> _DATA EXTRACT_
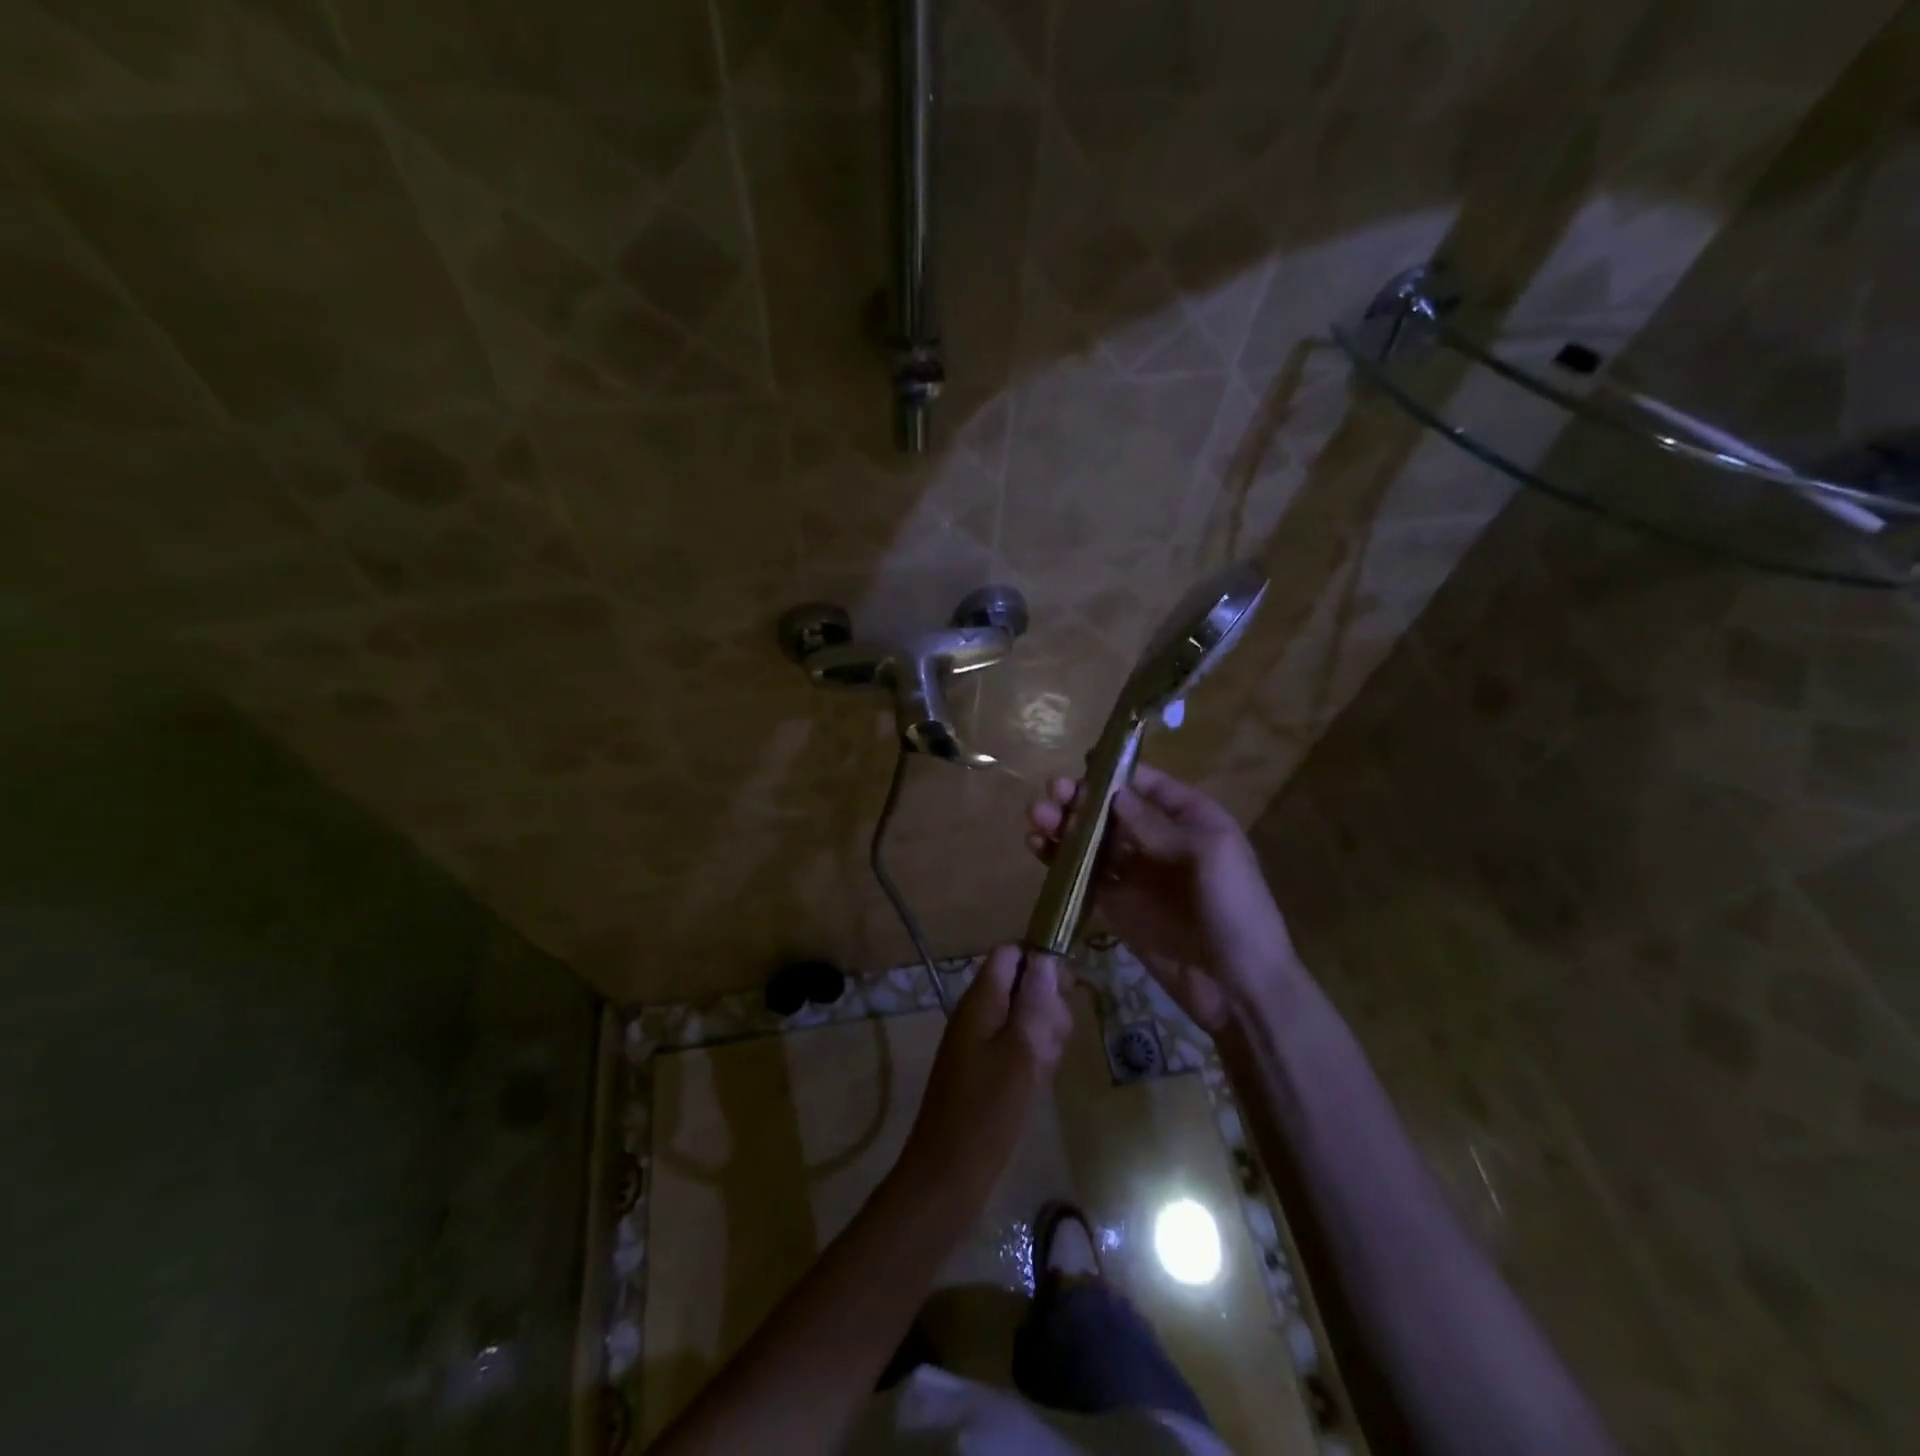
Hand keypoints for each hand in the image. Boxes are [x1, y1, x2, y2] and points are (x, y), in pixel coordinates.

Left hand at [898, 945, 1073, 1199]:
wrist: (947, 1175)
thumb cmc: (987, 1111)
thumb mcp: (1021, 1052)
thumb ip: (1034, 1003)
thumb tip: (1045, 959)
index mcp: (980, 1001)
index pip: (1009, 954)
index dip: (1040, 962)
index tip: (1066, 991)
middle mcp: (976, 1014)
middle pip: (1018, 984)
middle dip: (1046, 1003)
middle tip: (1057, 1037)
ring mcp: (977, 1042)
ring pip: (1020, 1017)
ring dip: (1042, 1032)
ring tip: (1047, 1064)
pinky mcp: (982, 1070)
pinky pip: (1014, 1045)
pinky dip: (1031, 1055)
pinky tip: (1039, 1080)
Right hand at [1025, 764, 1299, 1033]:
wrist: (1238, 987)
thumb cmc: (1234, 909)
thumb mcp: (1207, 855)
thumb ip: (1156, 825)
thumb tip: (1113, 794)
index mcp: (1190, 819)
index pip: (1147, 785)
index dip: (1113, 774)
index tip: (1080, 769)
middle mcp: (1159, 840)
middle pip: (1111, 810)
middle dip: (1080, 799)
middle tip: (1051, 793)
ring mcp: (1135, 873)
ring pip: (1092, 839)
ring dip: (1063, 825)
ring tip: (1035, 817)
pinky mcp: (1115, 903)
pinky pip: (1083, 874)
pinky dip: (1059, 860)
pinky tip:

> _WHAT NEEDS TO BE DONE_
State how many lines of the records contain the word "thumb". Give that number alone.

> _OUTPUT BELOW_
8